— Work to be completed —
Starting at the top of the listing below, copy each line exactly, stopping after the line that contains "For a GIS import: Dump".

— Listed records —

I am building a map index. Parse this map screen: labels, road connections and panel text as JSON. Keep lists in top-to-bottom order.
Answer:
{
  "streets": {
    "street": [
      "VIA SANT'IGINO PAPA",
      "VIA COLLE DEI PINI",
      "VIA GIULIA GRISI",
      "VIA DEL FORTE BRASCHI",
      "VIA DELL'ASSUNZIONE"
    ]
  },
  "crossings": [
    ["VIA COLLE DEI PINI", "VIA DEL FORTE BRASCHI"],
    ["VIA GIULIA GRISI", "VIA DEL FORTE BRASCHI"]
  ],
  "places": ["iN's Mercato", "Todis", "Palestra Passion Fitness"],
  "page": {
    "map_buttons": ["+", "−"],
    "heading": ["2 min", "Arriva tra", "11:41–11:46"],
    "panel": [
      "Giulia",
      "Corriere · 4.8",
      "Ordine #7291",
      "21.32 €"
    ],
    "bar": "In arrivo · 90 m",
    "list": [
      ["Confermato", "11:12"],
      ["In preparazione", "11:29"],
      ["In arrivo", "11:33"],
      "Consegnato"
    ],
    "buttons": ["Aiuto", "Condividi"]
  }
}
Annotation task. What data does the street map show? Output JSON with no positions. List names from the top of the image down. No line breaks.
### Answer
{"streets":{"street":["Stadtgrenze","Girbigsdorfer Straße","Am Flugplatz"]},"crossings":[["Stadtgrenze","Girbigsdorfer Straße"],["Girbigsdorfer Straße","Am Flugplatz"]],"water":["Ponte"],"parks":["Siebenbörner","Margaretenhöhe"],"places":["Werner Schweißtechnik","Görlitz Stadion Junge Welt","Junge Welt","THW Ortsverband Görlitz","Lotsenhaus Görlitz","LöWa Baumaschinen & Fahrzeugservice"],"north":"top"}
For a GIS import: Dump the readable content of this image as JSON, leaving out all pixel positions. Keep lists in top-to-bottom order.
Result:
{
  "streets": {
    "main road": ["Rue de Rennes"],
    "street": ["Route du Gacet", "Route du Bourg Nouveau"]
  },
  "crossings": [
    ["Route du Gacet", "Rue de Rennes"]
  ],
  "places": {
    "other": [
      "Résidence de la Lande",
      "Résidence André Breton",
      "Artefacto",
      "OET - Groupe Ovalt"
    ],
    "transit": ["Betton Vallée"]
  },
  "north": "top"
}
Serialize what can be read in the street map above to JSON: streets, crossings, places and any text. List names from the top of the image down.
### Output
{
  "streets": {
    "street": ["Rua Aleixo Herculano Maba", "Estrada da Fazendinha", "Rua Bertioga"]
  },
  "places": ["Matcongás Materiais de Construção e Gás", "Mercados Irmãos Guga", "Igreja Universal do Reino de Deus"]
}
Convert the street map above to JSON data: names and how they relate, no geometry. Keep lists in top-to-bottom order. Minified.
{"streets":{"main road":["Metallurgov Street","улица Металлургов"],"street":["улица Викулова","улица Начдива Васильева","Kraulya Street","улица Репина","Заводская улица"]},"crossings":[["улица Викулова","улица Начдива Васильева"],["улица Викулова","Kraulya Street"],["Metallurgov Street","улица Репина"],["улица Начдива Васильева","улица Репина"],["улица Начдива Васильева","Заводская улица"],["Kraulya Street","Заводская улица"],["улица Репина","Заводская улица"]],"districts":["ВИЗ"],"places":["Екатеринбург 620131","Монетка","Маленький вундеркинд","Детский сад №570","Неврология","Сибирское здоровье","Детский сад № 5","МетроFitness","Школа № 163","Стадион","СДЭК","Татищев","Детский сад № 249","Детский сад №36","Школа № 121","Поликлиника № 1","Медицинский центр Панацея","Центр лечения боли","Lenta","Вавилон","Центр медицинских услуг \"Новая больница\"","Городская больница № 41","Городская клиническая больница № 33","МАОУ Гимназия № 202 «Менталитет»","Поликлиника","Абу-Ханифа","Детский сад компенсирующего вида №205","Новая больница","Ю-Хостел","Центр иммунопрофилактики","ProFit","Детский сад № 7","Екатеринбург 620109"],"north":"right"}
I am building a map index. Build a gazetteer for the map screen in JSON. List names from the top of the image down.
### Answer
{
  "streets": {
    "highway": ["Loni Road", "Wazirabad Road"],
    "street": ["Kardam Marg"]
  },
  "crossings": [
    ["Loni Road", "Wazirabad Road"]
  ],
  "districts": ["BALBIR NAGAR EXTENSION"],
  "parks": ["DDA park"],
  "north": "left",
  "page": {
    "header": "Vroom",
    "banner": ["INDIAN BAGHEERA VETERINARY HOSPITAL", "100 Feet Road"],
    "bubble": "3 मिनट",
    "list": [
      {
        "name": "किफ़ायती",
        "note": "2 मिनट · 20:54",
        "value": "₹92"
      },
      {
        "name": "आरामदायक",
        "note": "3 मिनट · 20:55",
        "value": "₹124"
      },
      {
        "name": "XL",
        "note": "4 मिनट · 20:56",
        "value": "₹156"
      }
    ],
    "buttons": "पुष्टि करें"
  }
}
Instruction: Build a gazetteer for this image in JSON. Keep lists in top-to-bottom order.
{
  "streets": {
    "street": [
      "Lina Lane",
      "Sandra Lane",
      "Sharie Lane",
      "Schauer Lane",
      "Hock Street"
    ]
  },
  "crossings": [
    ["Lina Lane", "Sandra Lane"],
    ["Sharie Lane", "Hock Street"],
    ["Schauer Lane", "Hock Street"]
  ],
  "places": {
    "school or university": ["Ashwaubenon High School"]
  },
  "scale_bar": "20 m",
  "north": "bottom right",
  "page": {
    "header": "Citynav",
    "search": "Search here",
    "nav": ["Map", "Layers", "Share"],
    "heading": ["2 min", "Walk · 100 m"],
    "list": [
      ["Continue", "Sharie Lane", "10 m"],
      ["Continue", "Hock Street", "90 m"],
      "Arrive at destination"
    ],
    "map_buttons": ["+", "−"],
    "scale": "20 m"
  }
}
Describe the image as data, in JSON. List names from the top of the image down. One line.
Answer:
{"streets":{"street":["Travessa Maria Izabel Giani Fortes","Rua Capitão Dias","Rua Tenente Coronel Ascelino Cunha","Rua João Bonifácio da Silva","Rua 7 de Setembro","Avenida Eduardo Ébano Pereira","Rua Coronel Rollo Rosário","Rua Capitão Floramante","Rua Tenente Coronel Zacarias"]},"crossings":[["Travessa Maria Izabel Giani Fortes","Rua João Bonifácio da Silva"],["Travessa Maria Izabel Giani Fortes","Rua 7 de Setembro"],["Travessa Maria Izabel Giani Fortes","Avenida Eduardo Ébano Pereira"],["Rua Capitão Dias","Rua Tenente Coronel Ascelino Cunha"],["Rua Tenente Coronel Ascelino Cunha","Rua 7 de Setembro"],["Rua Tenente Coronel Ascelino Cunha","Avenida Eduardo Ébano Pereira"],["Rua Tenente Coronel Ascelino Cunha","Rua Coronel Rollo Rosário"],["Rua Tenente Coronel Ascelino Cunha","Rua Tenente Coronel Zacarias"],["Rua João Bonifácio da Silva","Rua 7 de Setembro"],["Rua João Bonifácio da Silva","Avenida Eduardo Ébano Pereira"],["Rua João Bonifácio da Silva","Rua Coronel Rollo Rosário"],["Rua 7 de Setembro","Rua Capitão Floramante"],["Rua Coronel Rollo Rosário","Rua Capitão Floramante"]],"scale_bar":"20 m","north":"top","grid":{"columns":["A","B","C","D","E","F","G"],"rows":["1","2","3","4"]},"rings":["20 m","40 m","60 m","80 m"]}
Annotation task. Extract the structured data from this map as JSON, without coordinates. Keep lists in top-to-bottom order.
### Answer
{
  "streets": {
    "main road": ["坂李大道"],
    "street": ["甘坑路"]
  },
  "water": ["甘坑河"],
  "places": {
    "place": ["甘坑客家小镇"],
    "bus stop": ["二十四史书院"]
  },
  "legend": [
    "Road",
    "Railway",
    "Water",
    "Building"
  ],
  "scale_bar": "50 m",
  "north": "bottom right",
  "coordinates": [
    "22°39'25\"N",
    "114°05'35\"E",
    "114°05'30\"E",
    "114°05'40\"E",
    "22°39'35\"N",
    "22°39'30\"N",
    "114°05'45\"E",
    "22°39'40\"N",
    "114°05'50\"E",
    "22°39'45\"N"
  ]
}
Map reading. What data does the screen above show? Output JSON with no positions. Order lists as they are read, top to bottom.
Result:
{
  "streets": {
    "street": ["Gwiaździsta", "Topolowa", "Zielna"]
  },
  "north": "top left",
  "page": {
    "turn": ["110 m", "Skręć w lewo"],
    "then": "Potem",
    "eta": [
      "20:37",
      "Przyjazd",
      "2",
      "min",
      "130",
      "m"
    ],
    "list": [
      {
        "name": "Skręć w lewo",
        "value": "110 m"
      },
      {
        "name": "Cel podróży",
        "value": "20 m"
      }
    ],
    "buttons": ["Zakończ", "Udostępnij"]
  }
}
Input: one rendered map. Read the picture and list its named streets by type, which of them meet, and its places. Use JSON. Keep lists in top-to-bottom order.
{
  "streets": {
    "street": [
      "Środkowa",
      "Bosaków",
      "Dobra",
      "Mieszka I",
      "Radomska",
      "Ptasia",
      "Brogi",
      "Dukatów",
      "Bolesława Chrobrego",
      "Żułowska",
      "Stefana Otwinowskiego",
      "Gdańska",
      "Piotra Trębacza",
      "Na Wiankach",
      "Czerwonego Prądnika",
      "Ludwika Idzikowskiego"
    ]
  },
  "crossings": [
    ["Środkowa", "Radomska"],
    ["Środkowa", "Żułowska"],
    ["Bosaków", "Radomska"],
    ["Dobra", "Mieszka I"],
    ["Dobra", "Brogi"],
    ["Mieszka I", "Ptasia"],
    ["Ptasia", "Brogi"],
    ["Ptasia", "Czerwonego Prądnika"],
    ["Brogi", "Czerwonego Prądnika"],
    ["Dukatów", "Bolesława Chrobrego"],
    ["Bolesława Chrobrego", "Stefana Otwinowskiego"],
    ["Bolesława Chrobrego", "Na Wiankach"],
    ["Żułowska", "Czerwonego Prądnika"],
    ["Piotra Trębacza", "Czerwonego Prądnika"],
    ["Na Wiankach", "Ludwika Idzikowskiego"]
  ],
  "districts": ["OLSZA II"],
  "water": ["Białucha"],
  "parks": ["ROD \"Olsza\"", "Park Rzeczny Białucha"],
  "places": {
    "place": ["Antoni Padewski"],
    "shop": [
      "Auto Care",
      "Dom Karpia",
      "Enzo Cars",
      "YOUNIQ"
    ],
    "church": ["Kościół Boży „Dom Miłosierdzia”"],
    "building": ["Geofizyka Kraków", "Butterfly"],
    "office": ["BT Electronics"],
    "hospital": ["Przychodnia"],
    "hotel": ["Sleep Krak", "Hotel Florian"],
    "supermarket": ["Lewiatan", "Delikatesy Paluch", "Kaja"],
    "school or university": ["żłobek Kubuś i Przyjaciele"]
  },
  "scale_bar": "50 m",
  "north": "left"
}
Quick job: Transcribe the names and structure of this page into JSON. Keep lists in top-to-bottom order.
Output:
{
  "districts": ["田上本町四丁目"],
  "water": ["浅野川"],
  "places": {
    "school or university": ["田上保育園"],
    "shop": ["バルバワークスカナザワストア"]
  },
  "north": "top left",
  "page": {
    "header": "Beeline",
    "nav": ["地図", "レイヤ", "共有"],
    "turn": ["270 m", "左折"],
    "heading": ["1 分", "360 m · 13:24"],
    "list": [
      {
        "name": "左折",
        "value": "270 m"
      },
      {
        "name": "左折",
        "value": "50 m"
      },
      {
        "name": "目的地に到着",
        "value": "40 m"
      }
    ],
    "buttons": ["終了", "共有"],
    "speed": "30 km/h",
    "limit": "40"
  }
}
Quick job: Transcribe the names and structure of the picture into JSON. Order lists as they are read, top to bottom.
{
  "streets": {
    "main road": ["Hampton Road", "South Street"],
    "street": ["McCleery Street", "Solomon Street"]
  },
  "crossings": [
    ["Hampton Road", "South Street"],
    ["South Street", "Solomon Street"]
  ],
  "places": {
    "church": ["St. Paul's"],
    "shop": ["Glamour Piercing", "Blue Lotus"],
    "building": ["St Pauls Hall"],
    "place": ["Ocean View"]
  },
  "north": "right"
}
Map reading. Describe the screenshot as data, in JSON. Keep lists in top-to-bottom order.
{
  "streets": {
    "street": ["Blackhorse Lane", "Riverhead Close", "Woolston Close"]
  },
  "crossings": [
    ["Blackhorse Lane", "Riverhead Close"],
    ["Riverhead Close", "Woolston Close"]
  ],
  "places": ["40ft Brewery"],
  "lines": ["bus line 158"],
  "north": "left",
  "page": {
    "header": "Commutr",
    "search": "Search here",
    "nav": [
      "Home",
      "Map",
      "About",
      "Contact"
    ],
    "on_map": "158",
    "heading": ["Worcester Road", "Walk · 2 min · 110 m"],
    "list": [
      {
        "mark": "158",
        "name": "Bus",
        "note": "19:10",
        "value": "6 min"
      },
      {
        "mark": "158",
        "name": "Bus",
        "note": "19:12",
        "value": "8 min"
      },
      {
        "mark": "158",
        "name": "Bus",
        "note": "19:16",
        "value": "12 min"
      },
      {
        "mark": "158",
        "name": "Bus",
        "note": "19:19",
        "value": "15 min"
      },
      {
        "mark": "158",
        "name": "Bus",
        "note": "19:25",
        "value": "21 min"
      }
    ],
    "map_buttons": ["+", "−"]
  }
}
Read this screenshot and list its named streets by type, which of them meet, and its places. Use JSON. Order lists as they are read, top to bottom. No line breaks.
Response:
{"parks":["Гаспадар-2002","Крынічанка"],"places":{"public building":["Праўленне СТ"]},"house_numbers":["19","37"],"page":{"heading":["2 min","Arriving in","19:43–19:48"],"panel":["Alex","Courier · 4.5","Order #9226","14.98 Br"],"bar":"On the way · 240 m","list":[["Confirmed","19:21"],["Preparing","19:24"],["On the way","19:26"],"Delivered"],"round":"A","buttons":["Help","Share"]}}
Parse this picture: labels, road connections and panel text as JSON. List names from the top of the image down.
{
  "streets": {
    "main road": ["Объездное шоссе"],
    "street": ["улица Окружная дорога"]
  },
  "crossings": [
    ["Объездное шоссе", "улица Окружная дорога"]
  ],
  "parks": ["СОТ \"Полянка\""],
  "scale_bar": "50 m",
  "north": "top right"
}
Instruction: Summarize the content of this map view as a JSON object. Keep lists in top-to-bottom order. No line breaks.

— Exercise result —
I am building a map index. Parse this map screen: labels, road connections and panel text as JSON. Keep lists in top-to-bottom order.
Answer:
{
  "streets": {
    "street": [
      "VIA SANT'IGINO PAPA",
      "VIA COLLE DEI PINI",
      "VIA GIULIA GRISI",
      "VIA DEL FORTE BRASCHI",
      "VIA DELL'ASSUNZIONE"
    ]
  },
  "crossings": [
    ["VIA COLLE DEI PINI", "VIA DEL FORTE BRASCHI"],
    ["VIA GIULIA GRISI", "VIA DEL FORTE BRASCHI"]
  ],
  "places": ["iN's Mercato", "Todis", "Palestra Passion Fitness"],
  "page": {
    "map_buttons": ["+", "−"],
    "heading": ["2 min", "Arriva tra", "11:41–11:46"],
    "panel": [
      "Giulia",
      "Corriere · 4.8",
      "Ordine #7291",
      "21.32 €"
    ],
    "bar": "In arrivo · 90 m",
    "list": [
      ["Confermato", "11:12"],
      ["In preparazione", "11:29"],
      ["In arrivo", "11:33"],
      "Consegnato"
    ],
    "buttons": ["Aiuto", "Condividi"]
  }
}
Annotation task. What data does the street map show? Output JSON with no positions. List names from the top of the image down. No line breaks.
### Answer
{"streets":{"street":["Stadtgrenze","Girbigsdorfer Straße","Am Flugplatz"]},"crossings":[["Stadtgrenze","Girbigsdorfer Straße"],["Girbigsdorfer Straße","Am Flugplatz"]],"water":["Ponte"],"parks":["Siebenbörner","Margaretenhöhe"],"places":["Werner Schweißtechnik","Görlitz Stadion Junge Welt","Junge Welt","THW Ortsverband Görlitz","Lotsenhaus Görlitz","LöWa Baumaschinen & Fahrzeugservice"],"north":"top"}
For a GIS import: Dump the readable content of this image as JSON, leaving out all pixel positions. Keep lists in top-to-bottom order.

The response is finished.